Мы ставили «Виндзорские проказницы», пьесу Шекспира, написанную специально для королевы, которая захотела увидеть толстяка Фальстафа влюбленным. Кит играла Анну Пейдж, а я – миссис Куйкли. Мне несколько раз удалось рассмешить королеву.

Нам заплатили за представление десять фунтов. Это было неплохо, но и не так уж много. Королева была скупа: она считала, что с нас достаточно славы и звания любимых актеров английского двора. Для мальчиков-учеников королевское жалованье не имело значения, так как мы ничего не получали, зато нас на славу накормили остатками от королевского пира: нам достались жареный павлин и лебедь, апельсины, рябина и «снежки» – смесь сливок, сахара и яичного белка, – которые легко проскочили в желудки, до отвала набитые другой снедью. Правда, ночью меня мутило, да и Кит дразнила меня, называя жирным рождественским поросенком, но ради такого пира стоило и помучиться.

Зима кончилась, и наступила весна. Нам предстояло перебраться в летнее помещение, в новый театр «Глобус». Шекспир заканчивал пьесу о Генрихе V, которая должна была иметь успех, так как в связи с походом лорда Эссекса в Ирландию все только и говорили о войне.

Кит получила забавную роль – не совсем обычную, хочу я сказать: она должна была играть французскую принцессу Кэтрин, которой следовало говорить по-французски. Но Кит французский язык не пугал, так как дома у нее был очень хороший учитель. Я по-прежнему играл миссис Куикли, которая очутилась и в новой пьесе. Я уже стал специалистом по исполнению этой роли. Мы надеялись, что нам снова удастся получить разрешение играть перед королевой.

Помню, как раз после Майского дня[9] нам раздали рукопись новой пьесы. И тут-то произошла удивительная история, которая повлекла за собой целую цепь не менее странных происшествий.

Надо сказать, что к этому времени мы стали в Лондоне своего рода знаменитостями, во всяком случае в театральных кварталах, в Финсбери и Саутуорке, где расположено большинство театров, а также среди придворных и светских людей, которые регулярно посещали наш театр. Вот почему я нисколько не удивился, когда у церкви Святого Павла со мной заговорил джентльмен в желтом. Мы привыкли к тому, что нас останавливали совершенно незнакомые люди и говорили нам комплименты.

Я не знал его имени и называю джентльменом в желтом, потому что на нем был надет желтый камзол, сшитый по последней моде, из материала, стоившего целое состояние. У него был вид человека знатного, а мне, по глупости, льстило, что все видят, как я разговариваю с таким блестящим джентльменом.

– Миссис Куикли, если не ошибаюсь? – спросил он с улыбкой. – А также кормилица Джульетты, и Лючетта, и… – Он не задумываясь перечислил десяток моих ролей. – А над чем вы сейчас работаете?

Я рассказал ему о «Генрихе V» – мы не скрывали, что готовим новую пьесу, – и даже назвал предполагаемый день премьеры. Он был разочарован.
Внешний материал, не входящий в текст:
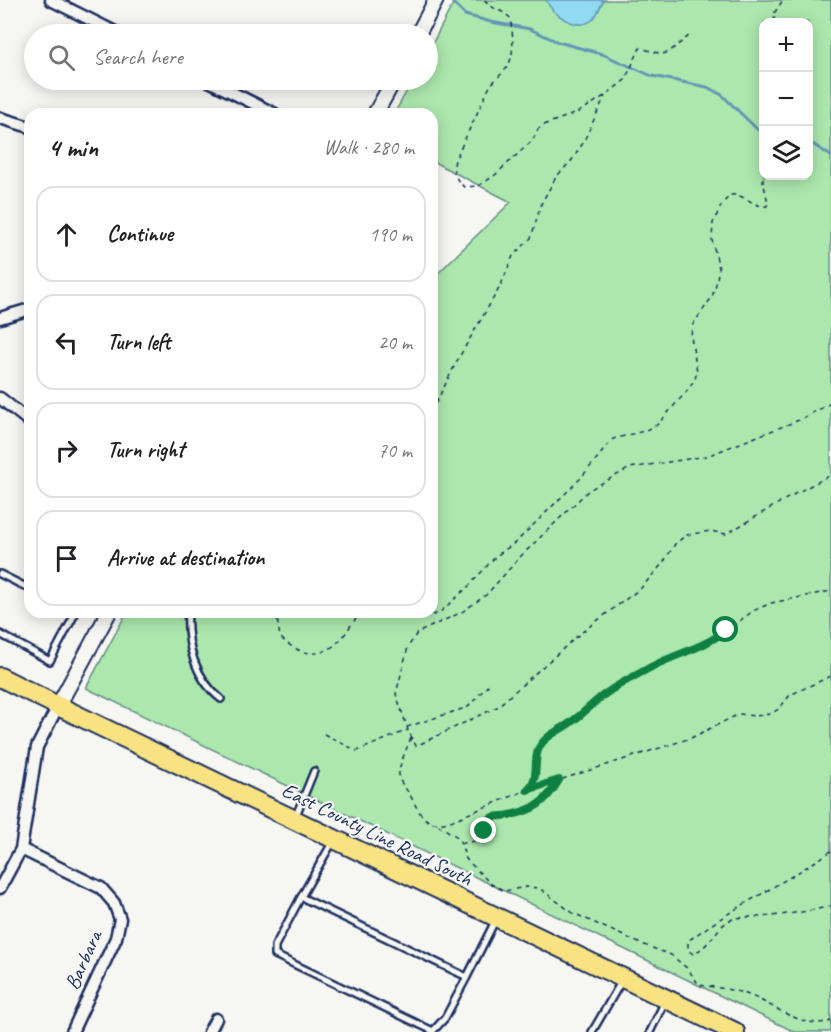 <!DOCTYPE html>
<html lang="en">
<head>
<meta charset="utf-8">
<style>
	:root { --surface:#fff; --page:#f2f2f2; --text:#202124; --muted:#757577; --line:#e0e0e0 }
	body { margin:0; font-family:Caveat,sans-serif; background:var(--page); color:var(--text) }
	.controls { position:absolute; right:18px; top:18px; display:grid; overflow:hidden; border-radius:12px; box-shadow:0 3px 15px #0003 }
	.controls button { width:54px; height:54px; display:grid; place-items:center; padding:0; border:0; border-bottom:2px solid var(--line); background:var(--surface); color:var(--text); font:30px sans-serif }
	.stop { position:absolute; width:18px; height:18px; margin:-14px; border:4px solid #0b8043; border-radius:50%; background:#fff }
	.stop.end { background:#0b8043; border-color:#fff; box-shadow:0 2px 6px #0008 }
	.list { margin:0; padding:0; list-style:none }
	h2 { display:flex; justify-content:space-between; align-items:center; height:78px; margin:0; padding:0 24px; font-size:26px }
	h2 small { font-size:20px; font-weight:400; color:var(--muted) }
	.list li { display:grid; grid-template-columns:39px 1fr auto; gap:18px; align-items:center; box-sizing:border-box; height:96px; margin:0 12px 12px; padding:0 12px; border:2px solid var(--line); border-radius:18px }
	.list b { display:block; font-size:22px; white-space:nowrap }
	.list em { font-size:20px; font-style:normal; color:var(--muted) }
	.icon { flex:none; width:33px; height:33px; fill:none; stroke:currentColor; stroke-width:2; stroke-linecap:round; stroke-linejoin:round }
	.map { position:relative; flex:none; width:831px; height:1032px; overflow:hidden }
	.search { position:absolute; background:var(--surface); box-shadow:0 3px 15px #0003; left:24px; top:24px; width:414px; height:66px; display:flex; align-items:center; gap:15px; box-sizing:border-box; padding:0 21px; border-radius:33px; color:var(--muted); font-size:22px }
	.panel { position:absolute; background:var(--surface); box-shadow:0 3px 15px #0003; left:24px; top:108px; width:414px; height:510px; border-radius:18px }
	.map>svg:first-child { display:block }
	.green { fill:#ace7ad; stroke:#648b86; stroke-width:1.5; fill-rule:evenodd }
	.water { fill:#91daf2; stroke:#6296b7; stroke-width:1.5 }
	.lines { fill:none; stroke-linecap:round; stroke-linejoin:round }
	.stream { stroke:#6296b7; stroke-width:3 }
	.service-casing { stroke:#1b2f5e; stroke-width:10 }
	.minor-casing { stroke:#1b2f5e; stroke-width:15 }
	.tertiary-casing { stroke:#1b2f5e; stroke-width:18 }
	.primary-casing { stroke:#1b2f5e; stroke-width:22 }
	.path { stroke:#1b2f5e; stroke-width:1.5; stroke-dasharray:4.5 4.5; stroke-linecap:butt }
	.service { stroke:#f6f6f2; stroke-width:5 }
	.minor { stroke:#f6f6f2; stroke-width:10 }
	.tertiary { stroke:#f6f6f2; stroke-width:14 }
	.primary { stroke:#f8e281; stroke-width:18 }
	.route { stroke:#0b8043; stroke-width:8 }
	.labels { text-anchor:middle; stroke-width:4.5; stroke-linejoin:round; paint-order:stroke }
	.street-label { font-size:21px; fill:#1b2f5e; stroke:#f6f6f2 }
</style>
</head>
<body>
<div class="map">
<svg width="831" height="1032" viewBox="0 0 831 1032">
	<rect width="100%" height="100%" fill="#f6f6f2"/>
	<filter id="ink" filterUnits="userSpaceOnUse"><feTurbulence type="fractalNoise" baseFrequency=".0167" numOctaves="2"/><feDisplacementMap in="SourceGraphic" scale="12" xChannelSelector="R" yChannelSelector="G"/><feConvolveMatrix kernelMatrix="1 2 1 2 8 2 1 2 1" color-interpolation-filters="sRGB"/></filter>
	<g filter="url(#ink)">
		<path class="green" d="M455,0H831V1032H795L86,688L127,612H432V279L511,202L432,161V114H394L413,80H428V52ZM764,22H808V176H764Z"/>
		<path class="water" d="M546,0H604C600,6 597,17 591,21C576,31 552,14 546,0Z"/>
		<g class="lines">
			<path class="stream" d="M450,0L465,15L491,22L530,29L558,42L602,54L652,76L707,87L722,95L758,130L764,132
				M808,141L831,156"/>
			<defs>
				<path id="service" d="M0,574L30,589
					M188,612C186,644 195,679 221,699
					M0,634L50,661L76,612
					M295,818L314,771
					M332,843L301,897L467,977L495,921
					M301,897L275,946V955L433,1031L445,1018L467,977
					M592,1032L621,982
					M650,1032L665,1001"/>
				<path id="minor" d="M51,0L119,34
					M207,80L275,114
					M0,118L30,127
					M0,318L30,309
					M0,398L30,422
					M21,849L101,888L114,903L120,919L116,938L72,1032
					M0,888L21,849L37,747L58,706
					M209,1032L216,1019"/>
				<path id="tertiary" d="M418,34L436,0
					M375,114L394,80
					M58,706L109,612"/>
				<path id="primary" d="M0,677L58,706L735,1032"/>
			</defs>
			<use href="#service" class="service-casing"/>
			<use href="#minor" class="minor-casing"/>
			<use href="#tertiary" class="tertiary-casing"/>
			<use href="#primary" class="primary-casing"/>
			<path class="path" d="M485,0C491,10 502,9 510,18C513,32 516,58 505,70C499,77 494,80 489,88L455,160C452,173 455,178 464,187L478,186L494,176L533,140L538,129L546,124L579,112L606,95L625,80L640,48L662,54L669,52L690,35
				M774,22L775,12L783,0
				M831,403L799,420L707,456L630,468L589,490L522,555L486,595L462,612L417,633L408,647L396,694L408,730L416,746L497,707L582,632L641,588L663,563L675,544L686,535L710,531L726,534L798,492L831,475
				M432,411L458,359L501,285L513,256L531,238L541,204L556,177L572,160L583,143L605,96
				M276,612L280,637C297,654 320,661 339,641C348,632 353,619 363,612
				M397,612L429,616L439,613L468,587L496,556L516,542L580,479L613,439L644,431L658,424L686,392L695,379L697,371L691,337L692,326L712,297L716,284L719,268L712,240L713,223L722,204L730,195C744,193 754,208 767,206L768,203L763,181L764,156
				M407,727L468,707L490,683
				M324,734L357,751L408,730
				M411,738C408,745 398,768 399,774C399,783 406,788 410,795C420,813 424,828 448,822L527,790L533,785L536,775L535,755L540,745L547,738L575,719L607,692L668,659L696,649L715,639L753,611L771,603L831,591
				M528,790L691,738L739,714L755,716L770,714L779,709L790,695L831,676
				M438,825L459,838L466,859L491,884L505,891L526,887L539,888L573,913L639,943L671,955L688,969L699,985C714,987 731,989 746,994C773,1003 800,1030 831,1021
				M461,843C490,842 478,829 491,818C496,814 504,817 510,815C534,810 546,802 558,781
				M831,851C785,883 733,907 688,941V950L693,954C711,945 714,931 728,921C739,915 757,918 770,916C790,914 811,911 831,906"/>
			<use href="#service" class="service"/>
			<use href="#minor" class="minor"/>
			<use href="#tertiary" class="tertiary"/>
			<use href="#primary" class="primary"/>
		</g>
	</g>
	<g class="lines" filter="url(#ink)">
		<path class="route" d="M484,831L491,818C498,815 504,817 510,815C535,810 546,802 559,780L527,790C544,775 527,754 547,738C555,731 566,727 574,720C585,712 594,702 605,694C620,683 637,675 653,666C678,653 704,648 726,630"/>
	</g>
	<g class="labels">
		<g class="street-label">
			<text transform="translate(377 834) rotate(26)" y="7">East County Line Road South</text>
			<text transform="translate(83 960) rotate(-66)" y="7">Barbara</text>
		</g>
	</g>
</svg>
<div class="controls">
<button>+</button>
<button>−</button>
<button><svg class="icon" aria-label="layers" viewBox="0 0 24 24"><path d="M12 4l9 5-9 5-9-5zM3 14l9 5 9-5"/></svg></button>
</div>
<div class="stop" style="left:726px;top:630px"></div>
<div class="stop end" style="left:484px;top:831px"></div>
<div class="search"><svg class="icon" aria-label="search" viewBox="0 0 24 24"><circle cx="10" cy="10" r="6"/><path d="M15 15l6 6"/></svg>Search here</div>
<section class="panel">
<h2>4 min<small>Walk · 280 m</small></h2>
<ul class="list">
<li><svg class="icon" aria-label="ahead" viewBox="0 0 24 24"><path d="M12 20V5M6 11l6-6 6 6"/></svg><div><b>Continue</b></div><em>190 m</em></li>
<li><svg class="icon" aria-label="left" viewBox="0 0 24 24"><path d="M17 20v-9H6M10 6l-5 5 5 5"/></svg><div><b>Turn left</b></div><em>20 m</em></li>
<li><svg class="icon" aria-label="right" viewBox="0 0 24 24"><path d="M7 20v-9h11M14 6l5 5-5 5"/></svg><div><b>Turn right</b></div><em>70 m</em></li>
<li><svg class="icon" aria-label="arrive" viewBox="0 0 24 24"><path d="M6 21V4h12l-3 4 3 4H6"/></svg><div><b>Arrive at destination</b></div></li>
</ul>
</section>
</div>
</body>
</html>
– Какая досада! Я не смогу быть на премьере! К этому времени я уеду в Италию. Это у вас пьеса?

Я протянул ему рукопись. Он начал скандировать первые стихи.

О, если б муза вознеслась, пылая,На яркий небосвод воображенья:[10]

читал он вполголоса. – Замечательные стихи!– воскликнул он. – Какое невезенье! Я не увижу ее. – Он продолжал читать про себя, жадно глотая строку за строкой. Наконец он оторвался от рукописи и вздохнул. – Не могли бы вы одолжить мне рукопись на один вечер? Если мне не суждено увидеть пьесу на сцене, то я хотел бы хоть прочитать ее.

Я не смог ему отказать. Тем более что он дал мне шиллинг. Если бы вам шиллинги доставались так же редко, как мне, вы бы поступили не иначе.